The first year of a business is consumed by building product, finding customers, and managing cash. Legal work, by comparison, feels like overhead. Most founders defer it as long as they can, and most founders pay for that deferral later.
The mistakes below are the ones we see most often when companies come in for the first time after a year or two of operating. They are not catastrophic individually, but they accumulate, and untangling them is always more expensive than getting them right at the start.
1. Treating the Entity Like a Formality
Filing the formation paperwork is the easy part. The harder and more important work is everything that comes after: the operating agreement or bylaws, the founder equity arrangements, the IP assignments, the EIN and tax elections, the bank resolutions. Founders who file the paperwork themselves and skip the rest end up with an entity that exists on paper but is not properly organized.
When a financing or sale conversation eventually happens, the diligence process surfaces every gap. Cleaning them up retroactively is possible, but it requires consents, board actions, and tax filings that should have been done at the start.
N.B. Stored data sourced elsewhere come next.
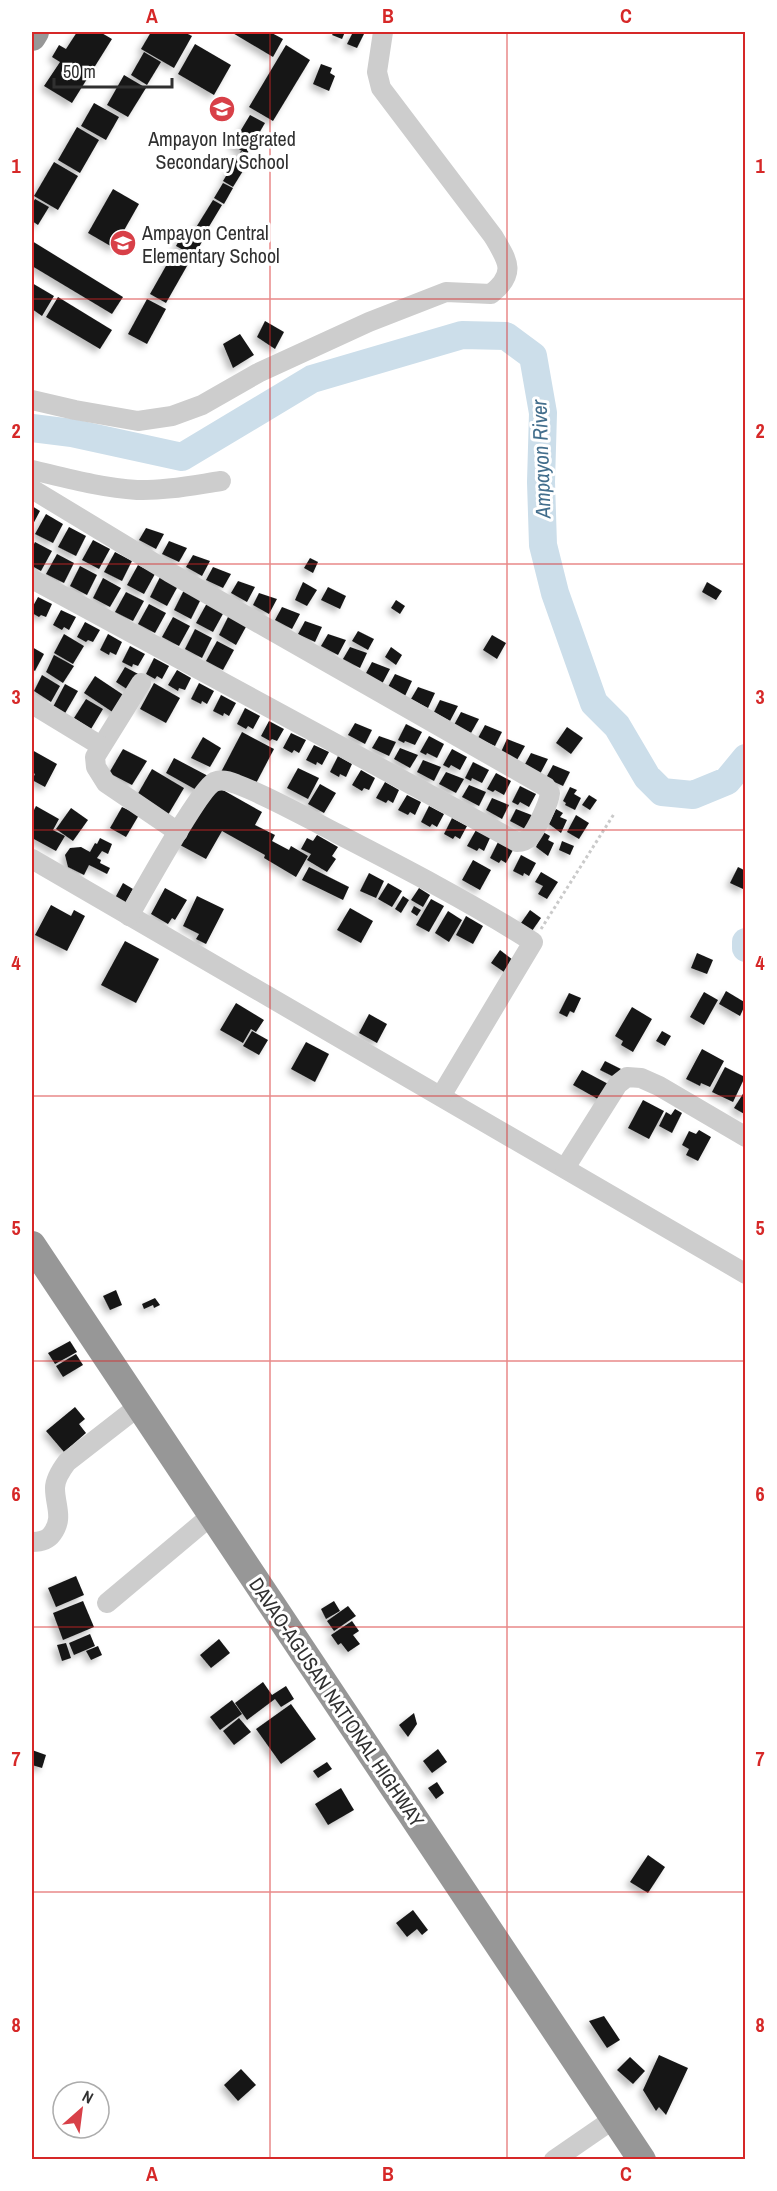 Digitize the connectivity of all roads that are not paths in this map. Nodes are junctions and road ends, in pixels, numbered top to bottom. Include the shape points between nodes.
1 (35, 32) edge
2 (383, 32) edge
3 (32, 38) edge
4 (32, 400) edge
5 (32, 470) edge
6 (221, 481) dead end
7 (32, 489) edge
8 (32, 579) edge
9 (141, 683) dead end
10 (32, 704) edge
11 (101, 746) junction
12 (178, 832) junction
13 (32, 859) edge
14 (129, 916) junction
15 (441, 1096) junction
16 (746, 1137) edge
17 (565, 1168) junction
18 (32, 1245) edge
19 (746, 1274) edge
20 (139, 1406) junction
21 (212, 1515) junction
22 (32, 1542) edge
23 (107, 1603) dead end
24 (615, 2118) junction
25 (554, 2160) edge
26 (642, 2160) edge

1 - 3 highway
2 - 4 street via 377,72 381,88 493,236 508,262 508,274 502,285 491,294 446,292 369,322 172,416 138,421
5 - 6 street via 138,490
7 - 8 street via 169,572 546,787 549,800 530,836 517,842
9 - 11 street
10 - 11 street
11 - 12 street via 95,757 96,767 106,783
12 - 14 street
12 - 15 street via 207,788 223,780 236,784 429,881 533,942
13 - 14 street
14 - 15 street
15 - 17 street
16 - 17 street via 659,1086 627,1077 618,1084
17 - 19 street
18 - 20 highway, DAVAO-AGUSAN NATIONAL HIGHWAY
20 - 21 highway, DAVAO-AGUSAN NATIONAL HIGHWAY
20 - 22 street via 67,1462 54,1487 60,1519 57,1528 49,1539
21 - 23 street
21 - 24 highway, DAVAO-AGUSAN NATIONAL HIGHWAY
24 - 25 street
24 - 26 highway, DAVAO-AGUSAN NATIONAL HIGHWAY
2. Failing to Assign IP to the Company
When a founder writes code, designs a product, or creates branding before the company is formed, the IP belongs to the founder personally, not to the company. Every founder needs to formally assign their pre-formation work to the company, in writing, and the same applies to anyone else who has contributed before formation, cofounders, contractors, and early employees.
Missing IP assignments are one of the most common diligence findings, and they are also among the most expensive to fix late. Once a contractor has parted ways or a relationship has soured, the leverage to get a clean assignment disappears.
3. Misclassifying Workers as Independent Contractors
Founders often classify early workers as 1099 contractors to avoid the cost and complexity of payroll. In many cases, the legal definition of an independent contractor does not actually fit the working relationship. The IRS, the Department of Labor, and individual states all apply tests that look at the degree of control, the nature of the work, and the economic relationship between the parties.
Misclassification creates exposure to back taxes, penalties, unpaid overtime, and benefits liability. It also creates problems in financing and acquisition diligence. The right approach is to classify workers correctly from the start, even when it costs more in the short term.
4. Signing Customer or Vendor Contracts Without Review
In the early days, every contract feels like a victory, and the temptation to sign whatever the customer or vendor puts in front of you is real. Standard customer paper from a sophisticated buyer often contains provisions that founders should not agree to: unlimited liability, broad indemnification, perpetual licenses to your IP, exclusivity, MFN pricing.
Every signed contract is a constraint on the business that follows. Founders who sign without review accumulate constraints they do not realize are there until it is too late to renegotiate.
You do not need to negotiate every clause in every contract, but you do need to know what you are signing. A short legal review of meaningful agreements is one of the highest-leverage investments a young company can make.
5. Using Handshake Deals with Cofounders
Cofounder arrangements that are never reduced to writing are the source of more company-ending disputes than almost any other issue. Equity splits, vesting, decision-making authority, what happens if a cofounder leaves, what happens if a cofounder underperforms, all of these need to be documented at the start, when the relationship is healthy and the answers are easy.
Vesting in particular is non-negotiable. Founder equity that does not vest creates the risk of a cofounder leaving in month six and walking away with a meaningful chunk of the company. A four-year vest with a one-year cliff is the standard, and there is rarely a good reason to deviate from it.
6. Skipping Basic Compliance
Annual reports, registered agents, foreign qualifications in states where you are doing business, sales tax registrations, employment law postings, the list of basic compliance items is not glamorous but it is real. Falling behind on any of them creates penalties, and in some cases, administrative dissolution of the entity.
The fix is to put a calendar in place from the start and treat compliance as a recurring operational task. The cost of staying current is small. The cost of catching up after the fact is not.
7. Waiting Too Long to Get Legal Counsel
The most expensive legal advice is the advice you needed six months ago. By the time most founders engage a business attorney, they have already signed the contracts, made the equity grants, and taken on the obligations they need help with. The work shifts from prevention to remediation.
Engaging a business attorney early does not mean using them for everything. It means having a relationship in place so that when a real question arises, you can pick up the phone instead of trying to figure it out alone. Most early-stage legal questions can be answered quickly when the lawyer already knows the business.
The mistakes above are predictable, and the fix for nearly all of them is to involve a business attorney earlier than feels necessary. We work with founders to build the legal foundation their company needs in year one, so that years two through ten are about growing the business rather than cleaning up the past.